Voiding the warranty: how the Kalman filter updates on data
There are a lot of excellent in-depth tutorials, derivations, and explanations of the Kalman filter that have already been written. The internet probably doesn’t need yet one more, and I can’t hope to fill such large shoes with one newsletter article.
But, with the Kalman filter occupying the direct intersection between probability and controls, I can’t think of better subject matter for These Are Systems.
So what I’m going to do is introduce the idea, talk briefly about how and why it works, and discuss what its limitations are (and aren’t). For those who haven’t heard of Kalman filters, perhaps it will pique your interest enough to look into them more deeply when an application arises.
The Kalman filter has two parts to it: predicting a system’s future state, and updating from measured data. In this article, I’ll focus on just the updating step, which is all you need for systems that don’t vary with time.
And for those who already know all about Kalman filters, you might still be surprised later on to see how far we can push them: in fact, this article is really about how you can take an approach that by all means shouldn't work and tinker with it a little bit until it does.
The power of brute force
In the previous post, I demonstrated a very general and accurate (but brute-force) technique for solving the lighthouse problem (locating a lighthouse at sea by random sightings of its light from the shoreline).

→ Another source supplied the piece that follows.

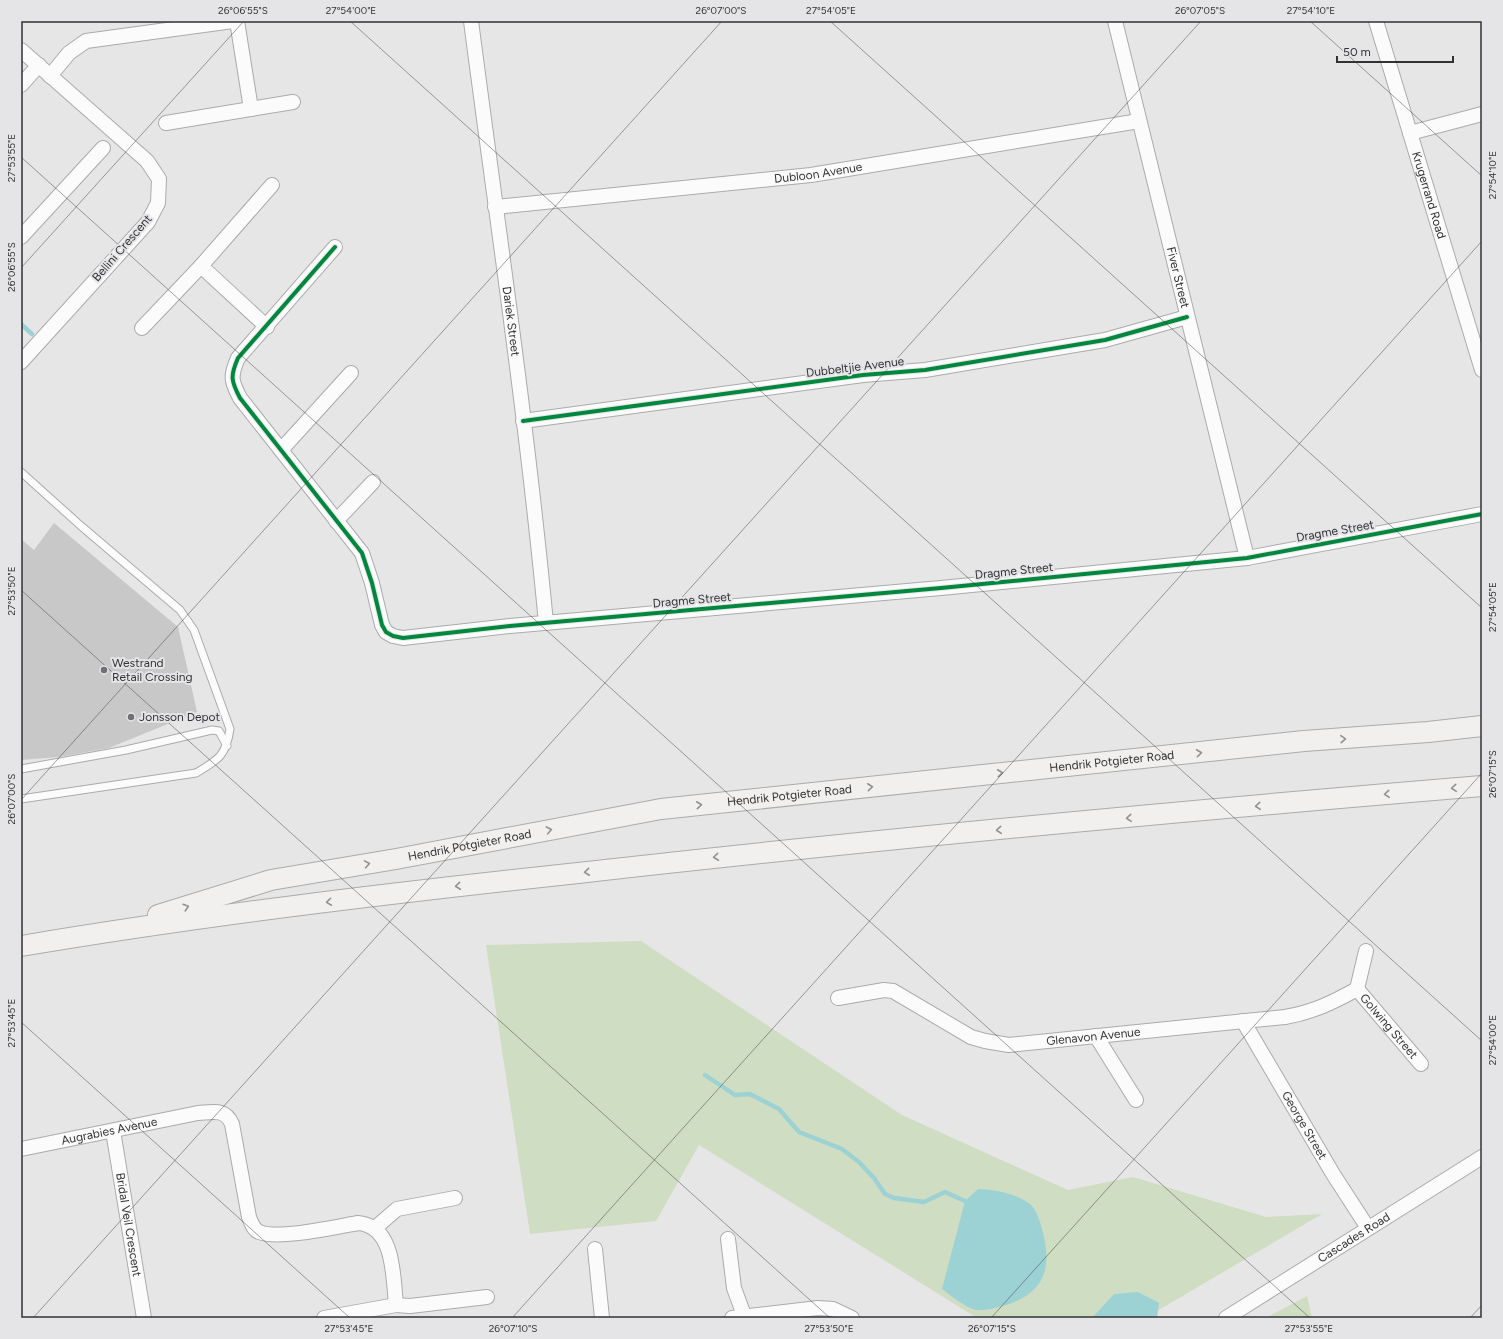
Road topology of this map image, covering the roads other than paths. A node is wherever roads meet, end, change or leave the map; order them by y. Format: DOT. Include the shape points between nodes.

This technique works. In fact, as it adheres strictly to the axioms of probability theory and discards no information, I’m not sure it’s even theoretically possible for any other approach to do better, no matter how much cleverness was behind it.
But it’s also very computationally expensive. For the above two-parameter simulation, I had to evaluate the probability calculation on a grid of 20100 points, 1,000 times. Amazingly, we live in an era where that’s easily doable in a fraction of a second on a laptop computer — but as the problem dimensionality grows, this method gets hard, fast. If we were trying to estimate 10 parameters with a comparable grid density, we’d have ~100,000,000,000,000,000,000 probabilities to update at each step. That calculation quickly goes from taking half a second to taking a hundred million years.
I’m not saying it can’t be done, but sometimes we want to work smarter, not harder. And the Kalman filter is a pretty smart way to work.
If the Gaussian fits, wear it
First, we’re going to have to do something about this grid. Explicitly evaluating the probability of every plausible hypothesis across every new data point is just not going to be computationally scalable. But any alternative is necessarily going to discard something. What can we do?
A good approximation is like a good spam filter. It keeps everything you need, eliminates all the distractions you don’t care about, and generally gets out of your way when you’re trying to get your work done.
Remembering our Jaynes, approximation by a Gaussian is justified much more often than it might seem. So let’s see how far that gets us.
Instead of keeping track of the probability of every plausible value of a parameter, we’ll approximate our state of knowledge by a Gaussian distribution, keeping track of just the mean and variance. Instead of needing to evaluate hundreds of points for each parameter, we just have a few numbers to keep track of.1 That does mean we’re deliberately discarding some information, but in most cases, we’re retaining what is most important.
Let’s take a closer look at this lighthouse problem. When we had only a few data points, the distribution can get pretty exotic-looking:
With more data though, our probability estimate for the parameters does start getting very hard to distinguish from a Gaussian (even though the data is not Gaussian). It’s not perfect, sure, but it’s already a beautiful fit:
That goodness-of-fit is not a coincidence. It simply means that the first two moments of the probability distribution captures most of the relevant information, and it does little harm to discard the rest.
As you can see, in two dimensions, the Gaussian distribution has cross-sections in the shape of an ellipse.2 While the coloured area plot represents the most complete description of our state of knowledge, we could very accurately summarize it by a much briefer statement: the parameters of that Gaussian ellipse. That’s just five numbers: the center coordinates, minor and major axis lengths, and the tilt.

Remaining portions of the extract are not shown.